Five global mega-trends
A colleague and I recently embarked upon a futurist experiment. We combed through 5000+ pages worth of reports on social, political and business trends issued by leading institutions over the last five years, in search of overarching themes. We then clustered our findings in groups, which involved several iterations and a workshop. Finally, we found that at least five global mega-trends seemed to pop up over and over again.
These are the mega-trends we spotted, which the Inquentia Trend Report 2015 describes in more detail:
1. Digital society
The digital society connects both people and objects, digitises goods and services, enriches everything with information and automates human labor.
2. Aging population
The world's population is aging, on average. A proportionally smaller workforce supports more seniors, who are more active and engaged as workers and consumers.
More and more of us have moved into cities, especially in the developing world. Cities become mega-sized innovation labs and catalyse growth.
4. Global Growth
Everything grows – populations, economies, and wealth. The developing world is the key growth engine as the global middle class expands, particularly in Asia.
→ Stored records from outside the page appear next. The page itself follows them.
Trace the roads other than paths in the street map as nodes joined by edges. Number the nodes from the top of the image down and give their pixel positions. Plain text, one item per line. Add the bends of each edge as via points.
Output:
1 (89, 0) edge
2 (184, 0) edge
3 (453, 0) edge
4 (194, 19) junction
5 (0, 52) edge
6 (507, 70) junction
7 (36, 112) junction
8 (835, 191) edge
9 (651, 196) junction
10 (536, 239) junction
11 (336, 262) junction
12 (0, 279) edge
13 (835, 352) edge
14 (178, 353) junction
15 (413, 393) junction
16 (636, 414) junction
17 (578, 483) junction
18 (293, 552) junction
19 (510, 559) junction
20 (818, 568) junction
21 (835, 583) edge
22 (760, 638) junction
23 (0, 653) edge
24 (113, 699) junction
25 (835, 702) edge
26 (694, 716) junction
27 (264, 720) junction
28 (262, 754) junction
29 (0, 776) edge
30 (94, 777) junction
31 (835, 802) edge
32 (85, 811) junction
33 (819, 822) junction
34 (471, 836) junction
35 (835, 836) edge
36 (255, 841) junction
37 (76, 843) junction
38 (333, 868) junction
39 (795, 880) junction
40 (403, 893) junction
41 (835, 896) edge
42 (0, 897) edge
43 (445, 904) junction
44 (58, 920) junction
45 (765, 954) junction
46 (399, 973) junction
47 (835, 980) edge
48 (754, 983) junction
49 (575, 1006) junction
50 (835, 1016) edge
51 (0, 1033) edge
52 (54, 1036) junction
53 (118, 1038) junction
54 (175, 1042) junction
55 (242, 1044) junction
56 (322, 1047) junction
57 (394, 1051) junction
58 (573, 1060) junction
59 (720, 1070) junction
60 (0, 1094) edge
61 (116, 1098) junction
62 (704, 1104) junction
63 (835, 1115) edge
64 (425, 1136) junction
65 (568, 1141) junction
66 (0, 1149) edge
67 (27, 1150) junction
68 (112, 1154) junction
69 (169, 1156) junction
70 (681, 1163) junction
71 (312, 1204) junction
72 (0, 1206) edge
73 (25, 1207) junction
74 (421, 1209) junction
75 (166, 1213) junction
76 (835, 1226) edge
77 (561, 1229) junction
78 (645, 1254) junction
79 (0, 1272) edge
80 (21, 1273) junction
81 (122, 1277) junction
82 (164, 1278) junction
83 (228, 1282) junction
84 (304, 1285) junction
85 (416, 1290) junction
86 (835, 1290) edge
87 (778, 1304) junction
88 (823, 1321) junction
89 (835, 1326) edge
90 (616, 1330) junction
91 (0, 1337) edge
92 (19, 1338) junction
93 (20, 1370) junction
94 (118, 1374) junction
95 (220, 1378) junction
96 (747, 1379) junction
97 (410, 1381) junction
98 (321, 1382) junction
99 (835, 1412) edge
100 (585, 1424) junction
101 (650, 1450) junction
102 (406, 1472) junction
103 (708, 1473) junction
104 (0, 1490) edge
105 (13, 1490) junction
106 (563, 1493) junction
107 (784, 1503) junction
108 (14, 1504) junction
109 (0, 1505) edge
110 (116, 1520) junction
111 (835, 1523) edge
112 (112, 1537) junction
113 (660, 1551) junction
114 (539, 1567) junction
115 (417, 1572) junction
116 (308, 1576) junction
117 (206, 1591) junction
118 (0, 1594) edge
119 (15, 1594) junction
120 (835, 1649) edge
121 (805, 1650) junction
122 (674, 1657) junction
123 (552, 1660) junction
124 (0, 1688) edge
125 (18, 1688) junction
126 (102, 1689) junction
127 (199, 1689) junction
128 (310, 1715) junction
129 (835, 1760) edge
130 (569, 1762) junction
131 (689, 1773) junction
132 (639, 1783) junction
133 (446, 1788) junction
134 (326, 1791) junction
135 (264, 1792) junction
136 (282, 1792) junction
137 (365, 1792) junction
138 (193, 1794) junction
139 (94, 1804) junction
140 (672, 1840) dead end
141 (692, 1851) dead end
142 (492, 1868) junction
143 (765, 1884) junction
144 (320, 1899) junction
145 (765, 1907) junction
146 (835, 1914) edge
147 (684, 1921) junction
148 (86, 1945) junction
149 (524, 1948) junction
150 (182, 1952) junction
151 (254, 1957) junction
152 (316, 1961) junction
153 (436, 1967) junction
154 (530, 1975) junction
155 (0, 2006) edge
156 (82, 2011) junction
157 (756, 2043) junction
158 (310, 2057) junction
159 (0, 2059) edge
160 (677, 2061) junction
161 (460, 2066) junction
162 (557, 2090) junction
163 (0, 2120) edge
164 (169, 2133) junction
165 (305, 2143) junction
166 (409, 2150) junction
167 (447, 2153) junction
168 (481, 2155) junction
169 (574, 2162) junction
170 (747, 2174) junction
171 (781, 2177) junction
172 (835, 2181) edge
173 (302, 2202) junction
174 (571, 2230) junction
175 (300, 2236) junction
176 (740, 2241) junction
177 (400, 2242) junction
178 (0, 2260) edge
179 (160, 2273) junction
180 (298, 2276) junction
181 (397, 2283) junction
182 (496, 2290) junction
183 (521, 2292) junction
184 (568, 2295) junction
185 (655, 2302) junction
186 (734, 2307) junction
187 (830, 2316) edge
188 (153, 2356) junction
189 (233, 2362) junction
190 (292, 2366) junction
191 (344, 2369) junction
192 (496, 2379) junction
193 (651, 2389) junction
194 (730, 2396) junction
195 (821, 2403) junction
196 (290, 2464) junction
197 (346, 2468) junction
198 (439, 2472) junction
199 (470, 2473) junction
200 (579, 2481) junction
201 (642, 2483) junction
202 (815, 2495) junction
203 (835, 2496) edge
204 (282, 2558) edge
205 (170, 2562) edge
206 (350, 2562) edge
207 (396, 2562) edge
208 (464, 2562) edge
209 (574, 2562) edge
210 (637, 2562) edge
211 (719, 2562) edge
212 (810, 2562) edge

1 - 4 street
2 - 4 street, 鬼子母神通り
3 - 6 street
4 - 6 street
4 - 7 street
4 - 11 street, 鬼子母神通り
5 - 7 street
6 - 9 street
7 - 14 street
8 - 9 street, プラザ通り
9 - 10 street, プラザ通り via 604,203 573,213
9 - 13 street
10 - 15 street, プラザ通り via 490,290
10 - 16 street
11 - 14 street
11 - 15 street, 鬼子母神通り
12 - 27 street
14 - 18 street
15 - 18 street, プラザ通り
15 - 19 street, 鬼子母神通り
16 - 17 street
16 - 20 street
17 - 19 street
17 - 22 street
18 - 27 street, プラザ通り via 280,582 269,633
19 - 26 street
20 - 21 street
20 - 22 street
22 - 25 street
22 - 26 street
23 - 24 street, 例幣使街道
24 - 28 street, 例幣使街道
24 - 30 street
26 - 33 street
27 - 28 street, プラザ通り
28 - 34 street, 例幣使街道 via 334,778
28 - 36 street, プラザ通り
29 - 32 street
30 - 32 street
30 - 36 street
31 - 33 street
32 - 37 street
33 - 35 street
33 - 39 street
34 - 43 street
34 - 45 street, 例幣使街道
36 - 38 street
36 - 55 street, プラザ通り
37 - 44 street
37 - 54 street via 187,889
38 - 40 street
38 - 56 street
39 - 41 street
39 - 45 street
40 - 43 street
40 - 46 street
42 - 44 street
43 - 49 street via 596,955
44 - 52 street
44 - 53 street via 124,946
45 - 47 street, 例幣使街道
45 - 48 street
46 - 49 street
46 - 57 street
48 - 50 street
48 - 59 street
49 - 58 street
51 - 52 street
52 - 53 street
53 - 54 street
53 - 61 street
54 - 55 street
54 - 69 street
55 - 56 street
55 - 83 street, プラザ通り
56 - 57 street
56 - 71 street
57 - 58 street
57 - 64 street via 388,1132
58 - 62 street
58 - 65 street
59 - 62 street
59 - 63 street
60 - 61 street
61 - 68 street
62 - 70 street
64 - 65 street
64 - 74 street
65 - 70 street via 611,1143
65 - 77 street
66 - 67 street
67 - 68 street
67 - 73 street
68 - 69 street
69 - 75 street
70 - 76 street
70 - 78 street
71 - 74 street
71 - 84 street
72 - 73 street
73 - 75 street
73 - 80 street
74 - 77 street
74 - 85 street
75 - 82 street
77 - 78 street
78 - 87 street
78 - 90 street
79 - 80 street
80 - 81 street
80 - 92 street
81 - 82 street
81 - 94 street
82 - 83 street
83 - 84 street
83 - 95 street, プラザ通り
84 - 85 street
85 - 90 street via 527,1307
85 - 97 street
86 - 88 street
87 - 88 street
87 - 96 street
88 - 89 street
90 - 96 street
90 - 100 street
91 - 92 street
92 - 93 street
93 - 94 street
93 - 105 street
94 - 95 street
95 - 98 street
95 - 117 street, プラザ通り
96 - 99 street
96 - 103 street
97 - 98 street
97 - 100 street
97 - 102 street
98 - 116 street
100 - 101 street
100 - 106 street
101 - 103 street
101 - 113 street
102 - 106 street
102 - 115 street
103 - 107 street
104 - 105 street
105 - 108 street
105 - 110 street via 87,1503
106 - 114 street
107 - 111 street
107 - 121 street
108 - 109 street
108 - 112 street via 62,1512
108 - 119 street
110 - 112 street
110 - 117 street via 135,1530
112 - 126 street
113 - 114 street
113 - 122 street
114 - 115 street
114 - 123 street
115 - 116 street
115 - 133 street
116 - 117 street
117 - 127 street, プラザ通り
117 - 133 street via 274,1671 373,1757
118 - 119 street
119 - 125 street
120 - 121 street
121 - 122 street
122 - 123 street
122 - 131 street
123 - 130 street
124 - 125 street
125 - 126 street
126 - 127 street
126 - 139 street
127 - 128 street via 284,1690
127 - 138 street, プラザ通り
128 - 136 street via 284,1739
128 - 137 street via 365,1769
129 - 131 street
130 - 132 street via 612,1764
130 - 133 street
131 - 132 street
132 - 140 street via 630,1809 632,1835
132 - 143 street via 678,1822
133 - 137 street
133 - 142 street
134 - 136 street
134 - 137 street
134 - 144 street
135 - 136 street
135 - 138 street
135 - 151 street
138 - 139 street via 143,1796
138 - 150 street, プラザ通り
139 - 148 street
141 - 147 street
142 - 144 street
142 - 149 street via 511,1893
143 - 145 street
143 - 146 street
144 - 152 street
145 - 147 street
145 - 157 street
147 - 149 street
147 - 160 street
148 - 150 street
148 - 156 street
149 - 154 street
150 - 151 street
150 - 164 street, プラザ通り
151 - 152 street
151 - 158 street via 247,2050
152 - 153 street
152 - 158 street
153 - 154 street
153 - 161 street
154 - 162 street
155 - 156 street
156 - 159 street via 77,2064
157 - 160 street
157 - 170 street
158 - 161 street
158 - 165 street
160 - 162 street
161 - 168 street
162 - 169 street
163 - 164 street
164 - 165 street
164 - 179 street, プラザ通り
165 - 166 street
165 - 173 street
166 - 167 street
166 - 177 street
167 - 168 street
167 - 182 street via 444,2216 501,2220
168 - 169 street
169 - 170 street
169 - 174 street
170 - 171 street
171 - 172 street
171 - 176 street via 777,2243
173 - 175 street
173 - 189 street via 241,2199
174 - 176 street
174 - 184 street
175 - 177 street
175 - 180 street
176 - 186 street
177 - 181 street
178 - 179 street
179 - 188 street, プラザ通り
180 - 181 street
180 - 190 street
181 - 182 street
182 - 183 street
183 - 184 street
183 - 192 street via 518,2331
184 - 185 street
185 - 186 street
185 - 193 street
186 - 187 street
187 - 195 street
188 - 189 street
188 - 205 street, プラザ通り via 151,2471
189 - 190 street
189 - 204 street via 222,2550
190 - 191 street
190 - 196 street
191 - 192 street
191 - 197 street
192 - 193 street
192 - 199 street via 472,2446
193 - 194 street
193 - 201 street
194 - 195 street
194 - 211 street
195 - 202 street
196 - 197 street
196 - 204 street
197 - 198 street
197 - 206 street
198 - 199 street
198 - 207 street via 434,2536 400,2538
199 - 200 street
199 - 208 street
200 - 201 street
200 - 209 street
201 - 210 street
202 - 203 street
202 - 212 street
The consequences of climate change and unsustainable resource depletion hit home. Corporate sustainability is an urgent need - and a competitive advantage.
Start the conversation
The five mega-trends we have selected are already upon us. They won’t be unfamiliar to diligent consumers of media, but too few managers have seriously thought about their business implications. The key question any company at least has to ask themselves is -"What does this trend mean to us?". Some of the mega-trends will be highly meaningful, and some not. There are certainly other mega-trends out there that we haven't covered.
As a first step, companies should at least be starting conversations around this question and searching for the mega-trends most applicable to them.